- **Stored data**
----

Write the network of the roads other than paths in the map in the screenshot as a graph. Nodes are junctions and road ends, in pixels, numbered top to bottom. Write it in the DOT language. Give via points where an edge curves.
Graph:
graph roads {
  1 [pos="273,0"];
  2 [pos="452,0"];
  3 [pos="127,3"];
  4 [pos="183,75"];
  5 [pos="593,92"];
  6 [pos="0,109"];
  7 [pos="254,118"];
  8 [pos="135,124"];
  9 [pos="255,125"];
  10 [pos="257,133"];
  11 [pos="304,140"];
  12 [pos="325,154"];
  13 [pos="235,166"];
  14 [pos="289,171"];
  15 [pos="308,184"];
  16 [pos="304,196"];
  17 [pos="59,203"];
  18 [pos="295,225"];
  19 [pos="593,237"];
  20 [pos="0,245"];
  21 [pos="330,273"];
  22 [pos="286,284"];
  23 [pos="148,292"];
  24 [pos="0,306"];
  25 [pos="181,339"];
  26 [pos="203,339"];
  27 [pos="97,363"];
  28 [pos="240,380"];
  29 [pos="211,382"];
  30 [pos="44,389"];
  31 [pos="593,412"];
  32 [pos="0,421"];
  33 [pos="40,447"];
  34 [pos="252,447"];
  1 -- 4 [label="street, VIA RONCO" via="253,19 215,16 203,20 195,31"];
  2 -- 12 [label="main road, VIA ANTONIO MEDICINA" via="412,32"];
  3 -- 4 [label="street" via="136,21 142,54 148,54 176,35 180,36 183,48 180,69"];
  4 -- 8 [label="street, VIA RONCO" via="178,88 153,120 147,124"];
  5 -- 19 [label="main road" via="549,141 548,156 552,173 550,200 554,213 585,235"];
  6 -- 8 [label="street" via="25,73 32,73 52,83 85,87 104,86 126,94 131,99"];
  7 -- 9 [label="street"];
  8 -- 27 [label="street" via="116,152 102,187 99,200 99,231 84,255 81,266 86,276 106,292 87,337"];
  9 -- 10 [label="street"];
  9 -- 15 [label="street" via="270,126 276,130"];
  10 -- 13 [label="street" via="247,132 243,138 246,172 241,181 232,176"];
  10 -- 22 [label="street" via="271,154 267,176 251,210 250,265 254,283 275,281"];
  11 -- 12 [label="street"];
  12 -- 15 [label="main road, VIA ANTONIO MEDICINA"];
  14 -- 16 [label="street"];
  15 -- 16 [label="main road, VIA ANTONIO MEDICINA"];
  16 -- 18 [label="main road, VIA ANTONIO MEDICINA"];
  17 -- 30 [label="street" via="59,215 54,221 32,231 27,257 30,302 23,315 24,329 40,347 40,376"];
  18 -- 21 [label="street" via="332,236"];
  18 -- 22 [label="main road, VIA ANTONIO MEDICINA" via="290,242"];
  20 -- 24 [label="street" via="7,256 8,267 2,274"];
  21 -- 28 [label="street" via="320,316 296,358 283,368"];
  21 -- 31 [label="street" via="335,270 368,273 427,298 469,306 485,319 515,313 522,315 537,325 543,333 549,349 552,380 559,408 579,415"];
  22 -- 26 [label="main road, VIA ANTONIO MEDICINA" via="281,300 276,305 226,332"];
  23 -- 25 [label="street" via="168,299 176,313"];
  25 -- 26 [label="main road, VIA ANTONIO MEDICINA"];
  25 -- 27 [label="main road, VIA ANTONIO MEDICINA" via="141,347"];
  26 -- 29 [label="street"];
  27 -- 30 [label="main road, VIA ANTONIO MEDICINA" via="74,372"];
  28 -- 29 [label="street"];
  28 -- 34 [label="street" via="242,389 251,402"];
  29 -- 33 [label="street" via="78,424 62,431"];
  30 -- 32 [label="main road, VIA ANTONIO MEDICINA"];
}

----

Write down every entry exactly.

- **WRITTEN SOLUTION**
Write the network of the roads other than paths in the map in the screenshot as a graph. Nodes are junctions and road ends, in pixels, numbered top to bottom. Write it in the DOT language. Give via points where an edge curves.
Graph:
graph roads {
  1 [pos="273,0"];
  2 [pos="452,0"];
  3 [pos="127,3"];
  4 [pos="183,75"];
  5 [pos="593,92"];
  6 [pos="0,109"];
  7 [pos="254,118"];
  8 [pos="135,124"];
  9 [pos="255,125"];
  10 [pos="257,133"];
  11 [pos="304,140"];
  12 [pos="325,154"];
  13 [pos="235,166"];
  14 [pos="289,171"];
  15 [pos="308,184"];
  16 [pos="304,196"];
  17 [pos="59,203"];
  18 [pos="295,225"];
  19 [pos="593,237"];
  20 [pos="0,245"];
  21 [pos="330,273"];
  22 [pos="286,284"];
  23 [pos="148,292"];
  24 [pos="0,306"];
  25 [pos="181,339"];
  26 [pos="203,339"];
  27 [pos="97,363"];
  28 [pos="240,380"];
  29 [pos="211,382"];
  30 [pos="44,389"];
  31 [pos="593,412"];
  32 [pos="0,421"];
  33 [pos="40,447"];
  34 [pos="252,447"];
  1 -- 4 [label="street, VIA RONCO" via="253,19 215,16 203,20 195,31"];
  2 -- 12 [label="main road, VIA ANTONIO MEDICINA" via="412,32"];
  3 -- 4 [label="street" via="136,21 142,54 148,54 176,35 180,36 183,48 180,69"];
  4 -- 8 [label="street, VIA RONCO" via="178,88 153,120 147,124"];
  5 -- 19 [label="main road" via="549,141 548,156 552,173 550,200 554,213 585,235"];
  6 -- 8 [label="street" via="25,73 32,73 52,83 85,87 104,86 126,94 131,99"];
  7 -- 9 [label="street"];
  8 -- 27 [label="street" via="116,152 102,187 99,200 99,231 84,255 81,266 86,276 106,292 87,337"];
  9 -- 10 [label="street"];
  9 -- 15 [label="street" via="270,126 276,130"];
  10 -- 13 [label="street" via="247,132 243,138 246,172 241,181 232,176"];
  10 -- 22 [label="street" via="271,154 267,176 251,210 250,265 254,283 275,281"];
  11 -- 12 [label="street"];
  12 -- 15 [label="main road, VIA ANTONIO MEDICINA"];
  14 -- 16 [label="street"];
  15 -- 16 [label="main road, VIA ANTONIO MEDICINA"];
  16 -- 18 [label="main road, VIA ANTONIO MEDICINA"];
  17 -- 30 [label="street" via="59,215 54,221 32,231 27,257 30,302 23,315 24,329 40,347 40,376"];
  18 -- 21 [label="street" via="332,236"];
  18 -- 22 [label="main road, VIA ANTONIO MEDICINA" via="290,242"];
  20 -- 24 [label="street" via="7,256 8,267 2,274"];
  21 -- 28 [label="street" via="320,316 296,358 283,368"];
  21 -- 31 [label="street" via="335,270 368,273 427,298 469,306 485,319 515,313 522,315 537,325 543,333 549,349 552,380 559,408 579,415"];
  22 -- 26 [label="main road, VIA ANTONIO MEDICINA" via="281,300 276,305 226,332"];
  23 -- 25 [label="street" via="168,299 176,313"];
  25 -- 26 [label="main road, VIA ANTONIO MEDICINA"];
  25 -- 27 [label="main road, VIA ANTONIO MEDICINA" via="141,347"];
  26 -- 29 [label="street"];
  27 -- 30 [label="main road, VIA ANTONIO MEDICINA" via="74,372"];
  28 -- 29 [label="street"];
  28 -- 34 [label="street" via="242,389 251,402"];
  29 -- 33 [label="street" via="78,424 62,431"];
  30 -- 32 [label="main road, VIA ANTONIO MEDICINA"];
}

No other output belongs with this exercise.